本発明の一実施形態に係る燃料電池システム(その1)を示す概略図である。 本発明の一実施形態に係る燃料電池システム(その2)を示す概略図である。 本発明の一実施形態に係る燃料電池システム(その3)を示す概略図である。 実施例1、実施例2、比較例1及び比較例2における電流−電圧曲線測定結果を示すグラフである。
符号の説明
1…燃料電池セル
2…燃料極
5…燃料電池用固体状燃料
6…燃料電池用ゲル状燃料
10…燃料電池システム

Claims (16)

  1. 燃料電池用固体状燃料又は燃料電池用ゲル状燃料を燃料極に接触させてなることを特徴とする燃料電池セル。

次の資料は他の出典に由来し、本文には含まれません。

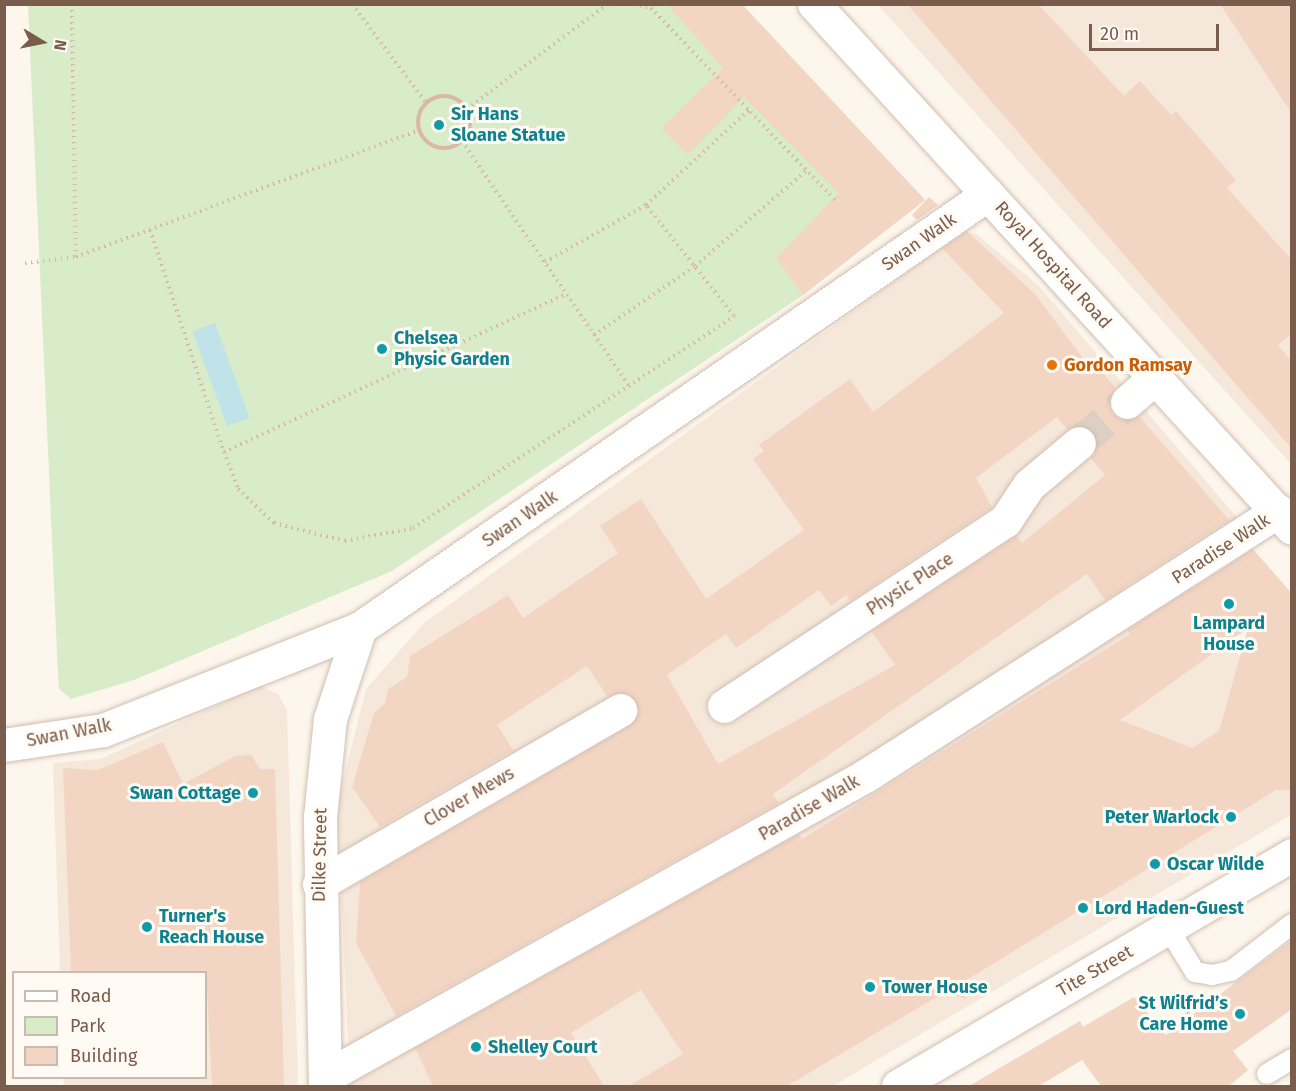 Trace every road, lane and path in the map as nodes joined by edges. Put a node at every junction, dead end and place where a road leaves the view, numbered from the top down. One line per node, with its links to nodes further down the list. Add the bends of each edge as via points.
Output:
1 (72, 4): 16 (path)
2 (352, 4): 6 (path)
3 (608, 4): 7 (path)
4 (634, 4): 8 (path, via 651,8)
5 (814, 4): 12 (street, Royal Hospital Road)
6 (426, 103): 7 (path, via 447,96); 9 (path, via 418,116)
7 (466, 109): 10 (path, via 469,130)
8 (749, 110): 11 (path); 14 (path)
9 (419, 130): 10 (path, via 439,148); 15 (path)
10 (462, 141): 17 (path)
11 (807, 170): 13 (path); 19 (path)
12 (988, 194): 22 (street, Royal Hospital Road); 29 (street, Swan Walk)
13 (837, 202)
14 (646, 205): 17 (path); 19 (path)
15 (150, 230): 16 (path); 27 (path)
16 (76, 257): 18 (path)
17 (544, 262): 20 (path)
18 (25, 264)
19 (695, 266): 21 (path); 23 (path, via 734,316)
20 (566, 294): 21 (path); 27 (path)
21 (594, 335): 23 (path)
22 (1156, 377): 25 (street); 28 (street, Royal Hospital Road)
23 (629, 386): 24 (path); 27 (path, via 413,528 368,540 322,538 274,523 238,489)
24 (635, 394)
25 (1127, 402)
26 (1079, 443): 30 (street, Physic Place, via 1029,485 1005,521)
27 (224, 452)
28 (1285, 520): 39 (street, Paradise Walk, via 846,787)
29 (360, 628): 32 (street, Swan Walk, via 103,730); 34 (street, Dilke Street, via 330,719)
30 (724, 706)
31 (620, 710): 34 (street, Clover Mews)
32 (4, 745)
33 (1292, 855): 36 (street, Tite Street)
34 (319, 884): 39 (street, Dilke Street)
35 (1292, 924): 36 (lane, via 1231,971 1212,975 1195,972)
36 (1168, 928): 40 (street, Tite Street)
37 (1292, 1059): 38 (lane)
38 (1267, 1074)
39 (325, 1082)
40 (898, 1086)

  2. 前記燃料電池用固体状燃料が、燃料電池用燃料を保持させた多孔性材料であることを特徴とする請求項1に記載の燃料電池セル。
  3. 前記多孔性材料の比表面積が、100m/g以上であることを特徴とする請求項2に記載の燃料電池セル。
  4. 前記燃料電池用固体状燃料が、燃料電池用燃料を取り込ませてなる分子化合物であることを特徴とする請求項1に記載の燃料電池セル。
  5. 前記分子化合物が、燃料電池用燃料をゲスト分子としてホスト分子に包接させてなる包接化合物であることを特徴とする請求項4に記載の燃料電池セル。
  6. 前記ホスト分子が、多分子系化合物であることを特徴とする請求項5に記載の燃料電池セル。
  7. 前記燃料電池用ゲル状燃料が、燃料電池用燃料とゲル化剤とを含み、ゲル化してなることを特徴とする請求項1に記載の燃料電池セル。
  8. 前記ゲル化剤が、分子量10000以下の低分子有機化合物であることを特徴とする請求項7に記載の燃料電池セル。
  9. 前記ゲル化剤が、ジベンジリデン−D−ソルビトールであることを特徴とする請求項7又は8に記載の燃料電池セル。
  10. 前記燃料電池用ゲル状燃料が、セルロース誘導体、ポリエチレングリコール及び部分けん化型ポリビニルアルコールのうちの少なくとも1種をさらに含むことを特徴とする請求項7〜9のいずれかに記載の燃料電池セル。
  11. 前記セルロース誘導体が、ヒドロキシプロピルセルロースであることを特徴とする請求項10に記載の燃料電池セル。
  12. 前記燃料電池用固体状燃料又は前記燃料電池用ゲル状燃料が、シート状に成形されてなることを特徴とする請求項1〜11のいずれかに記載の燃料電池セル。
  13. 前記燃料電池用燃料が、アルコール類、又はアルコール類及び水であることを特徴とする請求項1〜12のいずれかに記載の燃料電池セル。
  14. 前記アルコール類が、メタノールであることを特徴とする請求項13に記載の燃料電池セル。
  15. 請求項1〜14のいずれかに記載の燃料電池セルを有することを特徴とする燃料電池システム。
  16. 請求項15に記載の燃料電池システムで発電された電気を利用して駆動することを特徴とする携帯用電子機器。